Museum of Art and Archaeology
- Established: 1961
- Location: 520 S 9th St, Room 1, Columbia, Missouri, United States
- Coordinates: 38°56′40″N 92°19′34″W﻿ / ﻿38.94446°N 92.32605°W
- Website: maa.missouri.edu

= Museum of Art and Archaeology =

Museum in Columbia, Missouri

The Museum of Art and Archaeology is the art museum of the University of Missouri. It is located in the Ellis Library in Columbia, Missouri. The Museum's galleries are free and open to the public. The galleries are open from 10 am to 4 pm Tuesday-Friday and noon to 4 pm on Saturdays and Sundays. The galleries are closed on Mondays and University holidays. The Museum of Art and Archaeology receives support from the Missouri Arts Council.

== History ==
Starting in 1892 Walter Miller and John Pickard John Pickard began a Study Collection that ultimately would become the Museum of Art and Archaeology. The Museum moved to a larger space in 1976 at Pickard Hall. The galleries reopened on April 19, 2015 at Mizzou North after their previous building was closed due to nuclear radiation. They will move again in 2022, to an on-campus site.

== Collection ==
Selections from the permanent collection of more than 14,000 works of art and archaeological objects are displayed in five galleries.
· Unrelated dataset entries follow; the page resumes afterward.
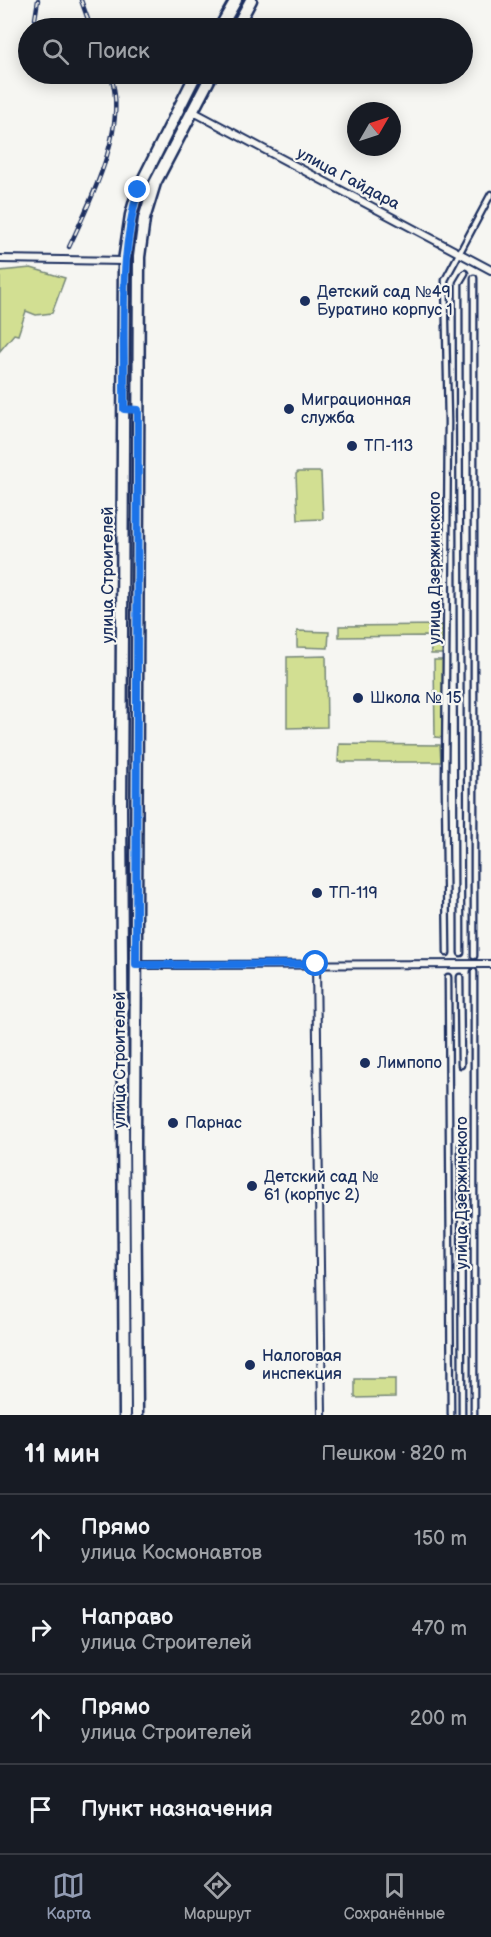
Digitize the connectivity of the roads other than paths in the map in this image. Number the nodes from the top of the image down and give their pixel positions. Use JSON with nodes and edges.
{"nodes":[{"id":1,"x":236,"y":0,"type":"edge"},
{"id":2,"x":251,"y":0,"type":"edge"},
{"id":3,"x":226,"y":18,"type":"edge"},
{"id":4,"x":241,"y":18,"type":"edge"},
{"id":5,"x":191,"y":84,"type":"edge"},
{"id":6,"x":207,"y":84,"type":"edge"},
{"id":7,"x":180,"y":104,"type":"junction"},
{"id":8,"x":192,"y":111,"type":"junction"},
{"id":9,"x":491,"y":194,"type":"edge"},
{"id":10,"x":459,"y":253,"type":"junction"},
{"id":11,"x":0,"y":259,"type":"edge"},
{"id":12,"x":124,"y":261,"type":"junction"},
{"id":13,"x":491,"y":270,"type":"edge"},
{"id":14,"x":465,"y":273,"type":"dead end"},
{"id":15,"x":474,"y":278,"type":"dead end"},
{"id":16,"x":124,"y":409,"type":"junction"},
{"id":17,"x":138,"y":410,"type":"junction"},
{"id":18,"x":124,"y":623,"type":"junction"},
{"id":19,"x":138,"y":624,"type":"junction"},
{"id":20,"x":447,"y":953,"type":"dead end"},
{"id":21,"x":461,"y":953,"type":"dead end"},
{"id":22,"x":474,"y":956,"type":"dead end"},
{"id":23,"x":316,"y":964,"type":"junction"},
{"id":24,"x":491,"y":964,"type":"edge"},
{"id":25,"x":136,"y":965,"type":"junction"},
{"id":26,"x":122,"y":966,"type":"junction"},
{"id":27,"x":474,"y":972,"type":"dead end"},
{"id":28,"x":448,"y":977,"type":"dead end"},
{"id":29,"x":460,"y":977,"type":"dead end"},
{"id":30,"x":461,"y":1065,"type":"dead end"},
{"id":31,"x":123,"y":1145,"type":"junction"},
{"id":32,"x":135,"y":1145,"type":"junction"},
{"id":33,"x":461,"y":1145,"type":"dead end"},
{"id":34,"x":125,"y":1415,"type":"edge"},
{"id":35,"x":137,"y":1415,"type":"edge"},
{"id":36,"x":322,"y":1415,"type":"edge"},
{"id":37,"x":451,"y":1415,"type":"edge"},
{"id":38,"x":462,"y":1415,"type":"edge"},
{"id":39,"x":474,"y":1415,"type":"edge"}],
"edges":[{"from":1,"to":3,"type":"main road"},
{"from":2,"to":4,"type":"main road"},
{"from":5,"to":7,"type":"main road","name":"улица Строителей"},
{"from":6,"to":8,"type":"main road","name":"улица Строителей"},
{"from":7,"to":8,"type":"main road"},
{"from":7,"to":12,"type":"main road","name":"улица Строителей"},
{"from":8,"to":10,"type":"street","name":"улица Гайдара"},
{"from":8,"to":17,"type":"main road","name":"улица Строителей"},
{"from":9,"to":10,"type":"street","name":"улица Дзержинского"},
{"from":10,"to":13,"type":"street","name":"улица Гайдара"},
{"from":10,"to":20,"type":"street","name":"улица Дзержинского"},
{"from":11,"to":12,"type":"street"},
{"from":12,"to":16,"type":"main road","name":"улица Строителей"},
{"from":14,"to":21,"type":"street","name":"улица Дзержинского"},
{"from":15,"to":22,"type":"street"},
{"from":16,"to":17,"type":"main road"},
{"from":16,"to":18,"type":"main road","name":"улица Строителей"},
{"from":17,"to":19,"type":"main road","name":"улица Строителей"},
{"from":18,"to":19,"type":"main road"},
{"from":18,"to":26,"type":"main road","name":"улица Строителей"},
{"from":19,"to":25,"type":"main road","name":"улица Строителей"},
{"from":23,"to":24,"type":"street"},
{"from":23,"to":25,"type":"street"},
{"from":23,"to":36,"type":"street"},
{"from":25,"to":26,"type":"main road"},
{"from":25,"to":32,"type":"main road","name":"улица Строителей"},
{"from":26,"to":31,"type":"main road","name":"улица Строителей"},
{"from":27,"to":39,"type":"street","name":"улица Дзержинского"},
{"from":28,"to":37,"type":"street","name":"улица Дзержинского"},
{"from":29,"to":30,"type":"street"},
{"from":31,"to":32,"type":"main road"},
{"from":31,"to":34,"type":"main road","name":"улица Строителей"},
{"from":32,"to":35,"type":"main road","name":"улица Строителей"},
{"from":33,"to":38,"type":"street","name":"улица Дзержинского"}]}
Temporary exhibitions based on the permanent collection or on loans from other institutions or private individuals are exhibited in three additional galleries. Casts of Greek and Roman sculpture, on loan from the Department of Art History and Archaeology, occupy a gallery on the first floor. The collection contains objects from a wide range of cultures with Greek, Roman, and Near Eastern art works and artifacts being especially strong.